A reexamination of the 1979 Afghan case seems especially relevant today, given the obvious parallels to the 2022 Russian invasion of Ukraine. Indeed, former Secretary of State Hillary Clinton declared that the US response to the invasion of Afghanistan offers a model of what US officials should seek to achieve in Ukraine. The similarities between the two historical cases are indeed striking: Above all, the 1979 Afghan invasion was widely viewed at the time as being an unprovoked act of aggression, very much the way that the Ukraine invasion is being viewed now. We will see that such claims are contradicted by the historical record.

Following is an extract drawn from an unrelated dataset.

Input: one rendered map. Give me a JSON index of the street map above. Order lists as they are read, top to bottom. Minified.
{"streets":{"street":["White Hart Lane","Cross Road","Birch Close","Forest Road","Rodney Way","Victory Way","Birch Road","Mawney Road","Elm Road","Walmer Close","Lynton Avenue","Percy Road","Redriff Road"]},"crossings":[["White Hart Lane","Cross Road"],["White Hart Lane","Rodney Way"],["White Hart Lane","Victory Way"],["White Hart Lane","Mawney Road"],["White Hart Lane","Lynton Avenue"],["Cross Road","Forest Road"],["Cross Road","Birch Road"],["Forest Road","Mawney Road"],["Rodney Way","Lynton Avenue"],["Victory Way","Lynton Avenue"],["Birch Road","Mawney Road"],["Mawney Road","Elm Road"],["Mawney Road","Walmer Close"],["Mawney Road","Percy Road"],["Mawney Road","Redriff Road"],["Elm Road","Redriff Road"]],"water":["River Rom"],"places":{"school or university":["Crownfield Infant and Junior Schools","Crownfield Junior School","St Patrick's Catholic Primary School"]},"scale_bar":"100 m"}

It was US provocation that triggered both conflicts. — https://original.antiwar.com/david-gibbs/2024/09/15/us-provoked-the-1979-russian-invasion-of-afghanistan-parallel-to-the-ukraine-war/
#afghanistan #ukraine #usa #russia #brzeziński #carter
Good technique to start with a particular characterization of the the war in Afghanistan then assert a parallel in Ukraine to justify the dubious argument's construction.
"We will see..." my ass.
Ukraine had a turbulent political history that included their feeling out a subservient relationship with Russia but one thing that clearly united their non-Russian citizenry, especially after the taking of Crimea, was the existential fear of being overrun and subsumed by Russia.
They could not effectively resist on their own and turned to the West as the only viable alternative for survival. While the West certainly had their own motivations it's absurd to suggest that the invasion happened only because of the Western presence or that without Western support Ukraine could have survived as an independent state able to make national decisions without fear of their immediate superpower neighbor's desire for regional hegemony.